You used to be able to use could, would, and did in constructions like this. And in fact, the sentences I found below don't sound ungrammatical to me, although they do sound quite old-fashioned. Your proposed examples are all ungrammatical, because they don't belong in the subjunctive mood.
Searching 19th century texts, we find:
Could I find aught worth transmitting from so remote a region as this to which I have wandered, I should gladly send it;
Could I see him, I might on this side guard against his penetrating eye, or on the other side act something in secret, safe from his inspection.
Nothing is more common among men ... than to say, "could I but live to see such and such an event take place, I should die content."

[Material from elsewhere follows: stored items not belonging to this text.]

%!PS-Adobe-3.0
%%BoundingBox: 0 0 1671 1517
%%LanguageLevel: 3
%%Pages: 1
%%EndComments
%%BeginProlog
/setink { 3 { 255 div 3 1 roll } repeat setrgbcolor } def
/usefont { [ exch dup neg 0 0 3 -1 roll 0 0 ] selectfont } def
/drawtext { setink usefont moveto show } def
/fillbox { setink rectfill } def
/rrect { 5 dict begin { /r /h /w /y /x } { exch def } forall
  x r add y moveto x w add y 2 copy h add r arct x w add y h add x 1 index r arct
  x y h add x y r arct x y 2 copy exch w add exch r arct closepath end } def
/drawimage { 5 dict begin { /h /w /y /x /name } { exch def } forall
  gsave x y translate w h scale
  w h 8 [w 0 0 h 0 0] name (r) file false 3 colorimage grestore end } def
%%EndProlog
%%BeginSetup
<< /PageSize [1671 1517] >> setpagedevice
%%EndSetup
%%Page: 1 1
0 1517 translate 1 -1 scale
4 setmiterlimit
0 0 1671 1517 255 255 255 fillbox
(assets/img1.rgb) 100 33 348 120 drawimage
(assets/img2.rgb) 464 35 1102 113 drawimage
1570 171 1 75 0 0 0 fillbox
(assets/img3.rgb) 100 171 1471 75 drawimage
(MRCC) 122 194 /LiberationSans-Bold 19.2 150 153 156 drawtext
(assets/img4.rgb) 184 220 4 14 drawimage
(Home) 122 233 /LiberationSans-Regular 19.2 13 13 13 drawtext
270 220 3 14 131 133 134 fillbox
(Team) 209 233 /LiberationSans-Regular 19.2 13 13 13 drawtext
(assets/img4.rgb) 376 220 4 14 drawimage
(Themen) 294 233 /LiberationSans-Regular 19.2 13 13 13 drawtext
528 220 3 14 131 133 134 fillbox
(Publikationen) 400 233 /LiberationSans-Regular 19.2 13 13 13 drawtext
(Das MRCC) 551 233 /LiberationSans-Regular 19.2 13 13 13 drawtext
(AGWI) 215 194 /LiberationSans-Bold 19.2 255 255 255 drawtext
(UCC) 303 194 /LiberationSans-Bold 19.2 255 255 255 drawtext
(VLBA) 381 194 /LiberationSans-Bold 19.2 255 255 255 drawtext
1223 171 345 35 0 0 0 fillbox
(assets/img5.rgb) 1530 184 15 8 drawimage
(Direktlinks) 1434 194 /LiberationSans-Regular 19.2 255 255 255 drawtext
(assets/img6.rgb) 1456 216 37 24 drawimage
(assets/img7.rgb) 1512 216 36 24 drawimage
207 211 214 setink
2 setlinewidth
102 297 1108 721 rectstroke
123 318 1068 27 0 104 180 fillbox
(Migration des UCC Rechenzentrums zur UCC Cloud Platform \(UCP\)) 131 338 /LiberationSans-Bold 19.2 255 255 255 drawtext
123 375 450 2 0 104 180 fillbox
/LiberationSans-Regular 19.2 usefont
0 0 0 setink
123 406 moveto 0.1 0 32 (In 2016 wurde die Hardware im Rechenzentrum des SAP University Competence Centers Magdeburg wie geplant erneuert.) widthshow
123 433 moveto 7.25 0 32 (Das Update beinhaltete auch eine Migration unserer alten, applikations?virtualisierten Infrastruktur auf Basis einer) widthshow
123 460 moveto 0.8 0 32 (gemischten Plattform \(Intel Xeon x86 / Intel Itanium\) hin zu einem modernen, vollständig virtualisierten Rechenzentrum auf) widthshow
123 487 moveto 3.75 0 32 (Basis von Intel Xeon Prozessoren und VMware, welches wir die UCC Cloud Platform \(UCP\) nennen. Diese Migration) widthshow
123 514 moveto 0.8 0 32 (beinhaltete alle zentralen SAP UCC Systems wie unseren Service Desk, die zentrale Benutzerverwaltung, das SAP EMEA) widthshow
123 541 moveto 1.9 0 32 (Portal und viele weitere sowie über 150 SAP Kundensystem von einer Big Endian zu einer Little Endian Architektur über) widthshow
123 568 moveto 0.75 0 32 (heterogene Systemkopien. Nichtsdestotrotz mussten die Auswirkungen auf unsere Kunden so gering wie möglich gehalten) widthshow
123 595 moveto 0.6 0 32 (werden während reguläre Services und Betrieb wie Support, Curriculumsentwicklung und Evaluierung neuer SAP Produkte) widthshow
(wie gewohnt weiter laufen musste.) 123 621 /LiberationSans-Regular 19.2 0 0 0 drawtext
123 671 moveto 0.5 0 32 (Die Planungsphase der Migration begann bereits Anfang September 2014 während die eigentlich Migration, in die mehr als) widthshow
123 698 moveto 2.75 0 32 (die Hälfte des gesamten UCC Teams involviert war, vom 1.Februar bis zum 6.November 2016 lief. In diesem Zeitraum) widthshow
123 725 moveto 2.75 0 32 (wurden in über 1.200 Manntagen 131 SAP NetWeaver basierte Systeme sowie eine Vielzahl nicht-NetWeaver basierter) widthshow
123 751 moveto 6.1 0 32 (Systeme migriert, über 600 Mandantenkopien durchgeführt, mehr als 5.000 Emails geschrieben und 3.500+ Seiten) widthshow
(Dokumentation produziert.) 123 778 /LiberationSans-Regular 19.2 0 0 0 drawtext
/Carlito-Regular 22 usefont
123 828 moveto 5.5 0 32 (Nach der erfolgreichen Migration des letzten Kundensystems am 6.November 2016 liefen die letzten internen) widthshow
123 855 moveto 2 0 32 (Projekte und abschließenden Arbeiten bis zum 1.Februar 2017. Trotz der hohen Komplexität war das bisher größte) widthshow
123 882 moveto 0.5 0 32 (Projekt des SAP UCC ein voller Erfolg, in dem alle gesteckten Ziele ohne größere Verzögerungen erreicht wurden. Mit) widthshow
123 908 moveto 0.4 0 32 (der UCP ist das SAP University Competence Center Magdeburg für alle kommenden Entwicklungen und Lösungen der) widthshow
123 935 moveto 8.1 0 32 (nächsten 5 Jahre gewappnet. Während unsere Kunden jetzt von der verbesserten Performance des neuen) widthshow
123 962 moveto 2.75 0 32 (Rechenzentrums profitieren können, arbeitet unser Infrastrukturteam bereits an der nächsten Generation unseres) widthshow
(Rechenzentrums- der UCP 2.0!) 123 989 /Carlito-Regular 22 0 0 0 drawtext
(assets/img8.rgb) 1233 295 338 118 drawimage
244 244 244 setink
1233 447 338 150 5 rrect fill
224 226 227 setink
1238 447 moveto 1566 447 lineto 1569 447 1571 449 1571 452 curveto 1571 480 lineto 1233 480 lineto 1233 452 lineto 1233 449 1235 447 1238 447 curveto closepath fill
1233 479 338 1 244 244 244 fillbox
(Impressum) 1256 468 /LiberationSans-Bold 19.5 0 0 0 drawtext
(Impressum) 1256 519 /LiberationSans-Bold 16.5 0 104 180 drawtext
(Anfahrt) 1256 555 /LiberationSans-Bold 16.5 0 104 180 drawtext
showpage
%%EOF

Could I but find a substitute for matches, I might strike a light (he had left the candles with me in very derision), and then escape was certain.
You can also find did used this way, but it seems rarer than could.
nay, torture itself could not be misery to me, did I but know that she was happy.
Surely no sinner would willingly incur eternal damnation, did he but really consider what it is
This is a past tense subjunctive mood construction, which rules out all of your suggested examples, as the condition must be counterfactual (or at least be likely to be counterfactual).
You can't use have, because it's present tense.
The remaining past tense auxiliary verbs are might and would.
I believe the fact that this must be counterfactual means that might doesn't work, as it's hard to see how a counterfactual would work with might.
This type of construction is also hard to form with would, as in this case, would must mean if he were willing to. However, you can find it:
A palace to dwell in—coffers swelling with gold—honors unnumbered—office, dignity and favor—all that could gratify ambition, taste or desire, were within his grasp; would he but accomplish one end! And what was that? To plunge another in misery ...
He moved a few steps nearer, and those few steps were enough to prove in how gentlemanlike a manner, with what natural grace, he must have danced, would he but take the trouble.
Why has the list of grammatical inverted conditionals winnowed down to had, should, were today? The slow death of the English subjunctive means that these are now essentially frozen forms which are not perceived as subjunctive, but which are just idioms. So it's not surprising that the rarest modal verbs in this construction (definitely did and would; maybe could) are no longer used today.